Single-Node Kubernetes GitOps on a Budget

You want GitOps. You don't want to pay $70/month for a managed cluster, operate an etcd quorum, or maintain a fleet of nodes for a side project or small team. You want to push to main and have your app update itself. This is how I built exactly that — a fully-automated, single-node Kubernetes platform that goes from a fresh Ubuntu VM to a running ArgoCD-synced cluster in under ten minutes, with TLS and a locked-down firewall.


The Problem

Managed Kubernetes (EKS, GKE, DOKS) is great when you need multi-zone HA and have the budget. For everything else — internal tools, staging environments, small production services — it's overkill. But self-managed Kubernetes has historically meant:

  • Hand-rolling kubeadm configs
  • Managing etcd backups
  • Writing custom bootstrap scripts that bitrot
  • No clean local dev story

k3s solves most of that.
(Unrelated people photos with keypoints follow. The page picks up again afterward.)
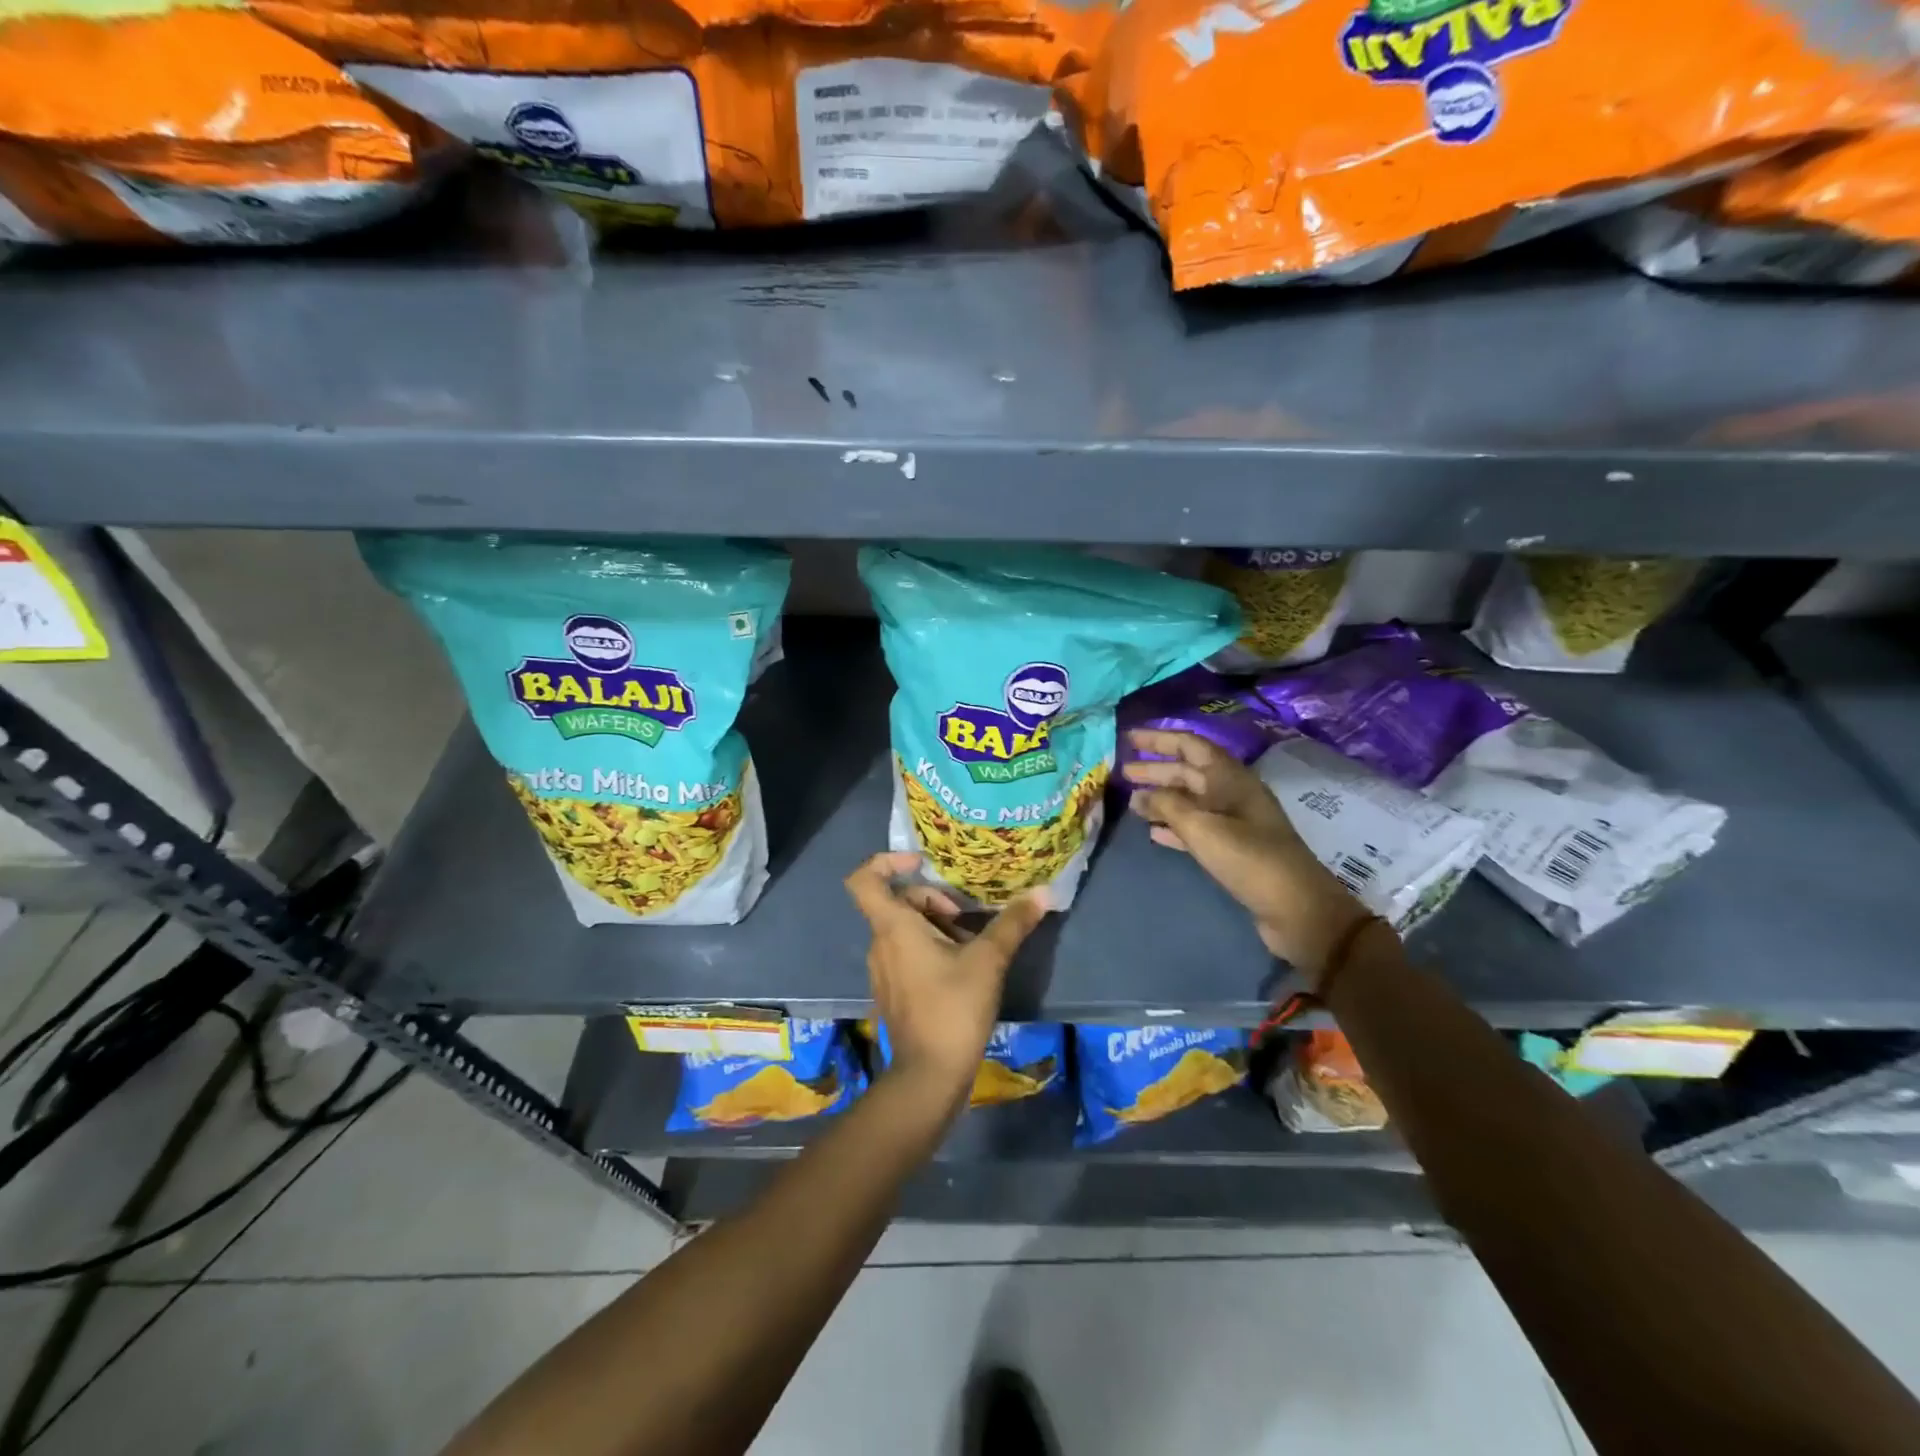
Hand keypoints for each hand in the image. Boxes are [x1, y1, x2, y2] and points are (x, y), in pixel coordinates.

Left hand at [844, 852, 1050, 1109]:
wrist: (929, 1076)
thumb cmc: (953, 1009)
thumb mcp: (988, 961)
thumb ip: (1013, 923)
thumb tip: (1043, 892)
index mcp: (893, 928)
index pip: (865, 880)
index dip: (887, 861)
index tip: (922, 863)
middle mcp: (880, 944)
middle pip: (898, 903)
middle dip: (933, 900)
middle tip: (966, 917)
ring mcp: (883, 970)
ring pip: (905, 929)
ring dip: (937, 926)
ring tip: (973, 943)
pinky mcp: (893, 991)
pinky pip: (906, 953)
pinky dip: (931, 949)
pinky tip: (963, 969)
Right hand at [1123, 730, 1368, 989]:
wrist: (1297, 908)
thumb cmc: (1249, 858)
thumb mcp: (1202, 827)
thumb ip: (1167, 806)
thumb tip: (1140, 794)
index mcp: (1230, 777)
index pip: (1190, 745)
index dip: (1159, 738)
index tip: (1129, 738)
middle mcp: (1233, 793)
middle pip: (1188, 771)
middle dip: (1156, 770)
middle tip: (1122, 772)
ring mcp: (1235, 821)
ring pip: (1190, 800)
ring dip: (1162, 798)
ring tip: (1132, 801)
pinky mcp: (1234, 848)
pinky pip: (1197, 828)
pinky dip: (1174, 827)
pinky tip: (1153, 833)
What it doesn't give you out of the box is GitOps, TLS, secret management, or a sensible firewall. That's the gap this project fills.
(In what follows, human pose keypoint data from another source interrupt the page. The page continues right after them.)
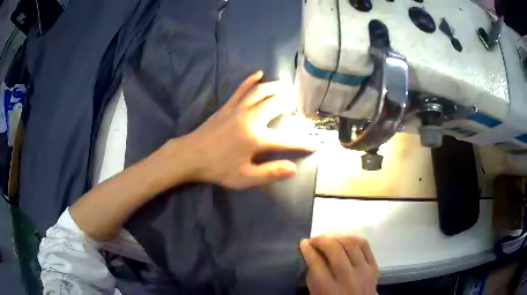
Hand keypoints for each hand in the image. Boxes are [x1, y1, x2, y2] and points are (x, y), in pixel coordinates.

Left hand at [169, 71, 315, 188]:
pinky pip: (241, 89)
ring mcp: (238, 109)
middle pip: (276, 105)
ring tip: (286, 86)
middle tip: (300, 104)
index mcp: (256, 139)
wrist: (190, 156)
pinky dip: (250, 80)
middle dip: (291, 103)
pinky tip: (259, 73)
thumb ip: (270, 172)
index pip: (287, 140)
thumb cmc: (218, 169)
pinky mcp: (227, 106)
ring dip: (276, 87)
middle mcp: (251, 119)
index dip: (303, 143)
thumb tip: (293, 168)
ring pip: (261, 92)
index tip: (315, 144)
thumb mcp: (245, 178)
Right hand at [300, 235, 378, 294]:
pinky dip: (353, 238)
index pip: (316, 262)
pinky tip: (344, 239)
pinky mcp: (374, 267)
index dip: (307, 250)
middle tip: (314, 239)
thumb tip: (312, 255)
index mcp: (328, 289)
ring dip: (337, 236)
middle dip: (321, 240)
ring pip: (352, 243)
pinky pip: (365, 245)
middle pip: (335, 249)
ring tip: (328, 237)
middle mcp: (347, 278)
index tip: (303, 243)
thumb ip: (313, 277)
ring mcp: (363, 271)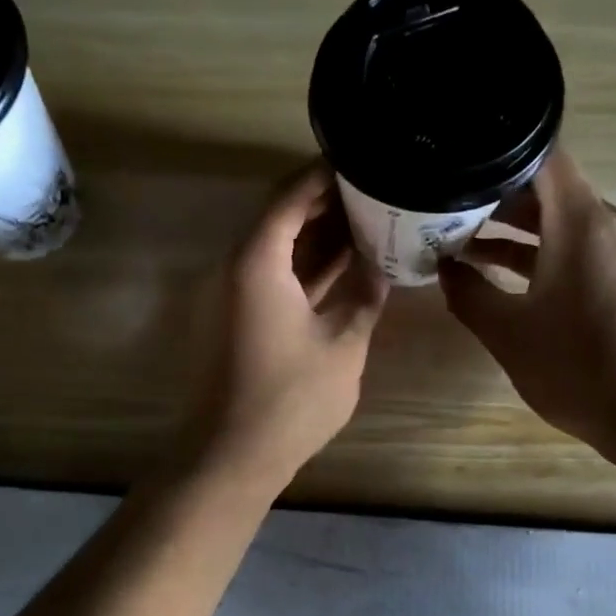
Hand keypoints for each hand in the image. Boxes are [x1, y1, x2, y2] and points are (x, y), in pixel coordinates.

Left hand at [179, 164, 390, 490]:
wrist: (231, 456)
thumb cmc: (290, 399)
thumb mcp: (343, 344)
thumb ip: (365, 296)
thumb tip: (384, 265)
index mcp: (257, 262)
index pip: (290, 195)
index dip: (324, 174)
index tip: (361, 159)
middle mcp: (236, 267)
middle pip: (280, 216)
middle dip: (326, 201)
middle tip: (374, 189)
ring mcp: (233, 294)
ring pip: (277, 247)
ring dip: (316, 234)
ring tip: (368, 219)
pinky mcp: (237, 318)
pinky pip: (273, 275)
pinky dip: (304, 265)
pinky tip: (344, 263)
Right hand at [439, 150, 615, 458]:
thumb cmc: (577, 369)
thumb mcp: (507, 333)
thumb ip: (468, 292)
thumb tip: (444, 266)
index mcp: (582, 224)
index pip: (544, 157)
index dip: (500, 155)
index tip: (461, 164)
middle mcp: (612, 223)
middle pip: (552, 188)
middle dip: (499, 196)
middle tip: (449, 207)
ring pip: (566, 219)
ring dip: (520, 228)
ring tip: (466, 241)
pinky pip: (584, 245)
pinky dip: (548, 250)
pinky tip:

The goal: one command on a fresh VM, everything bootstrapped, ArgoCD watching git, apps live at https://<app>.<ip>.nip.io.


Prerequisites

  • A Linux VM (Ubuntu 22.04) with a public IP — DigitalOcean, Hetzner, EC2, anything works
  • A GitHub repo (public or private) to store your manifests
  • For local dev: macOS 13+ with brew install lima
  • Basic Kubernetes familiarity (what a Deployment is, what a namespace is)

Technical Decisions

k3s over kubeadm or managed Kubernetes

k3s is a CNCF-graduated Kubernetes distribution that ships as a single binary. It bundles Traefik (ingress), CoreDNS, and local-path storage — everything you need for a functional cluster. Installation is one curl command and the node is ready in under a minute.
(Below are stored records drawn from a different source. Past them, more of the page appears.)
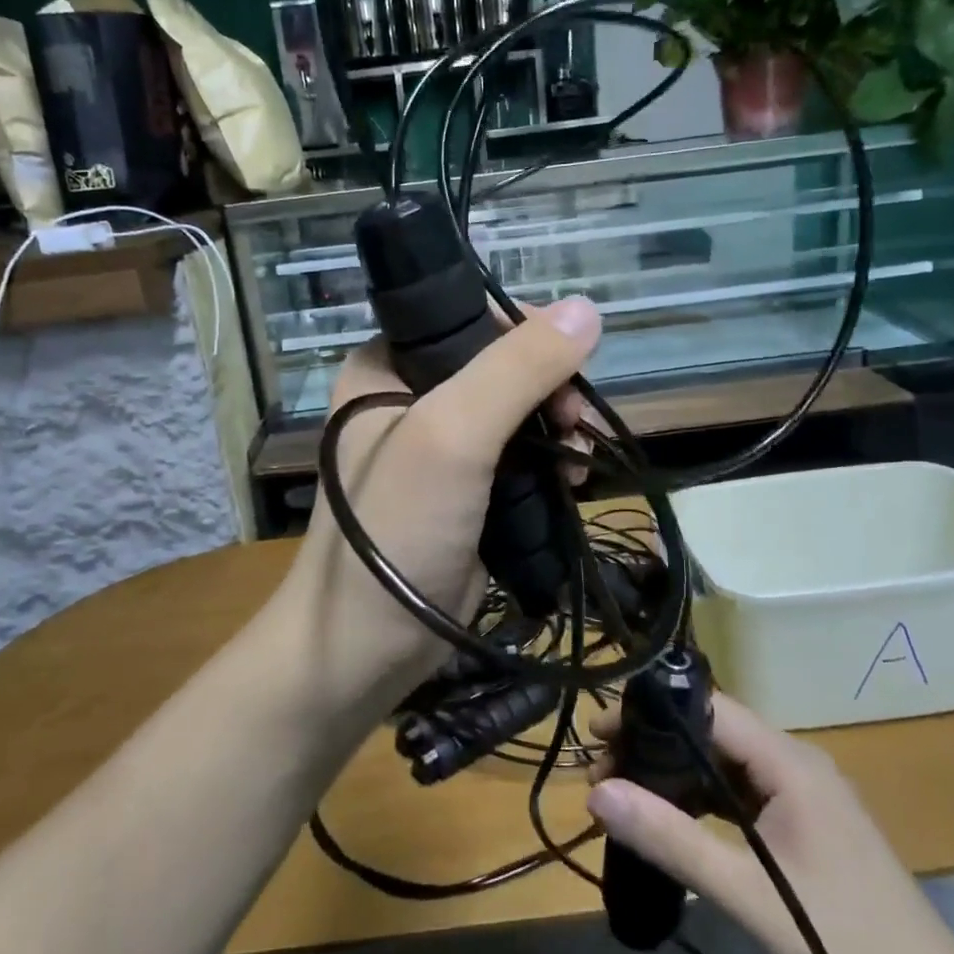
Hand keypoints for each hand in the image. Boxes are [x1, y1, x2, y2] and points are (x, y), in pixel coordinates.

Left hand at [280, 297, 602, 693]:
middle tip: (577, 420)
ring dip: (560, 427)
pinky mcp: (466, 493)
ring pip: (518, 413)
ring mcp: (440, 450)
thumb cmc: (397, 526)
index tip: (568, 363)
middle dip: (551, 388)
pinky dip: (553, 463)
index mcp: (387, 366)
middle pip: (502, 366)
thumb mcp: (451, 434)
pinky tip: (575, 481)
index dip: (525, 332)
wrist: (368, 644)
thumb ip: (516, 368)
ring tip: (582, 456)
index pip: (467, 318)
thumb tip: (585, 309)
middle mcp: (411, 398)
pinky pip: (521, 458)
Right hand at [587, 693, 953, 953]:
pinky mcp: (803, 831)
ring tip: (621, 794)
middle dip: (654, 745)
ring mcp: (802, 800)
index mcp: (791, 763)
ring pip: (723, 767)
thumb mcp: (752, 897)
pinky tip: (670, 824)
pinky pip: (738, 799)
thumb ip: (673, 841)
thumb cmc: (851, 952)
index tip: (598, 733)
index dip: (651, 712)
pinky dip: (700, 805)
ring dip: (673, 776)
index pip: (709, 708)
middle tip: (599, 771)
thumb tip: (596, 791)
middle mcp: (796, 766)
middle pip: (712, 734)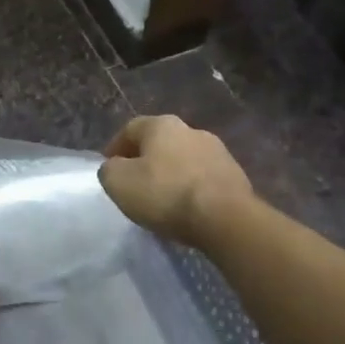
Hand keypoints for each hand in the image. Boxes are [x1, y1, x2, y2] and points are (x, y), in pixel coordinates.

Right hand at [99, 115, 254, 247]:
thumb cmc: (165, 194)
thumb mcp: (118, 182)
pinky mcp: (235, 175)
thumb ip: (109, 170)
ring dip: (170, 173)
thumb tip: (116, 167)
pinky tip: (185, 206)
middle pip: (160, 142)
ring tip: (161, 197)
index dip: (115, 147)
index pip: (130, 129)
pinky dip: (190, 187)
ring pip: (183, 159)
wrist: (225, 218)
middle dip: (145, 159)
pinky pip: (202, 178)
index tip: (109, 167)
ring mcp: (218, 151)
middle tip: (134, 182)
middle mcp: (191, 130)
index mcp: (161, 125)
The trade-off is that it's opinionated: you get Traefik whether you want it or not, and the single-node model means no HA. That's exactly the trade-off we want here.

ArgoCD app-of-apps for GitOps

ArgoCD's app-of-apps pattern lets a single root Application discover and manage child Applications by scanning a directory in git. Any subdirectory under k8s/apps/ that contains an application.yaml becomes a managed app automatically — no manual ArgoCD registration needed.

# k8s/system/argocd/app-of-apps.yaml
spec:
  source:
    path: k8s/apps
    directory:
      recurse: true
      include: '**/application.yaml'   # only pick up app registrations, not workload manifests
  syncPolicy:
    automated:
      prune: true      # remove resources deleted from git
      selfHeal: true   # revert manual changes made in the cluster

One subtlety: without include: '**/application.yaml', ArgoCD would try to apply every YAML file in k8s/apps/ — including Deployment and Service manifests — and then conflict with the child apps that own those same resources. The include filter keeps the root app only aware of Application objects.

Plain Kubernetes Secrets over Infisical + ESO

The original design used External Secrets Operator pulling from a self-hosted Infisical instance. After several iterations, this was scrapped entirely.

The problem: Infisical's Machine Identity authentication uses SRP (Secure Remote Password) — a challenge-response protocol that can't be scripted without reimplementing the crypto. Every attempt to automate the infisical login step hit this wall. The result was a bootstrap sequence that required manual intervention at exactly the wrong moment: when you're trying to bring up a fresh server unattended.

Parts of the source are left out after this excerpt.